What just happened? The US is not the only country feeling the effects of the tech contraction. The ailing print industry is losing another of its historical, leading players. Ricoh, a Japanese company founded in 1936, has announced a massive restructuring effort with a significant cut to its headcount.

Ricoh will soon start restructuring plans that include laying off around 2,000 employees from its global workforce, scaling down the office device business, and focusing on assisting third-party companies with digital transition processes. The job reduction announced by the Tokyo-based firm will affect around three percent of the 79,544 people employed as of March 2024.

Nikkei Asia broke the news, noting that Ricoh is in a very tight spot. The market for printers and other office machines is shrinking, while enterprise customers are finally adapting to a fully digital business model. The recent remote and hybrid work experiments during the pandemic delivered a seemingly finishing blow to the printing industry, and printer manufacturers are now scrambling to deal with the consequences.

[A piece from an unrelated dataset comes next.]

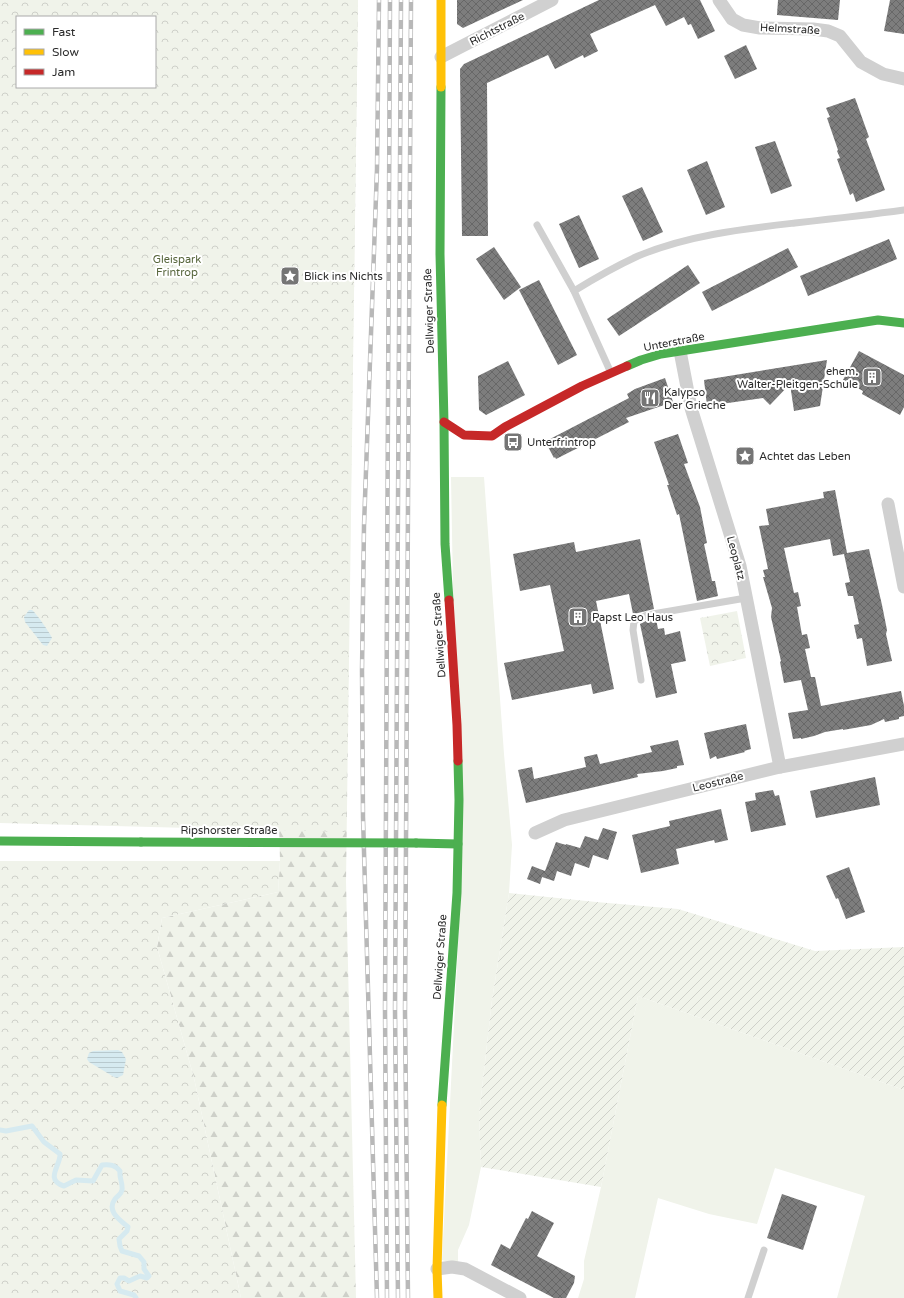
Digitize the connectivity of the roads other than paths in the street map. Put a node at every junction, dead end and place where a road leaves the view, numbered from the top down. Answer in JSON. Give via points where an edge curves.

Ricoh's job cuts will run until the end of its current fiscal year in March 2025. The company will offer around 1,000 Japanese workers an early retirement plan. The one-time cost for the entire restructuring effort amounts to 16 billion yen ($112 million). It expects the staff reduction to boost annual profits by 9 billion yen over the next fiscal year. Ricoh isn't leaving the printing industry, though.

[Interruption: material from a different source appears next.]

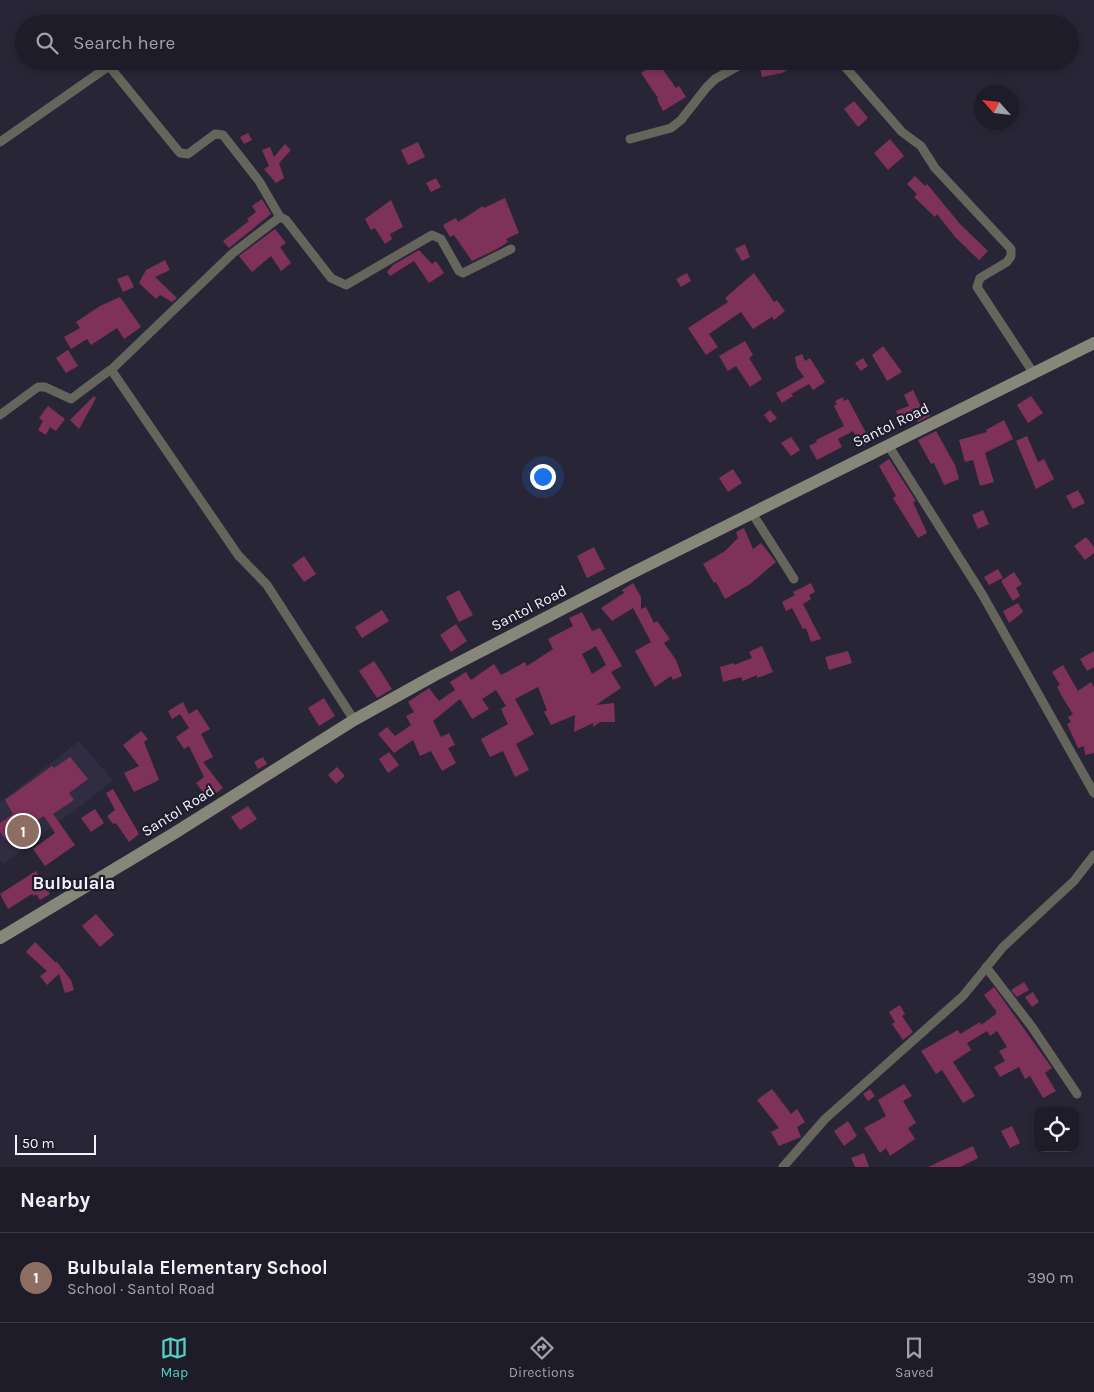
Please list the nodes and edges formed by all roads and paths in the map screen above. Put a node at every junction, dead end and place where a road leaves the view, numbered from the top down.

In July, the company announced a joint venture with Toshiba Tec Corporation to create a new entity called Etria. Ricoh transferred around 8,400 employees to the new firm, which will develop and manufacture new office printers. Etria will remain unaffected by Ricoh's latest job cuts.

The Japanese corporation wants to refocus its business on digital market transformation, offering digitization support for essential office operations like data management for invoices and bills of delivery. Ricoh is also toying with AI since data analysis, and other advanced algorithmic technologies are the way to go for a bountiful and paperless future.

The pandemic gave the printer industry a temporary elation period, as people found themselves printing more paper documents than before. However, as HP CEO Enrique Lores recently highlighted, printed page levels have dwindled lower than before the Covid lockdowns.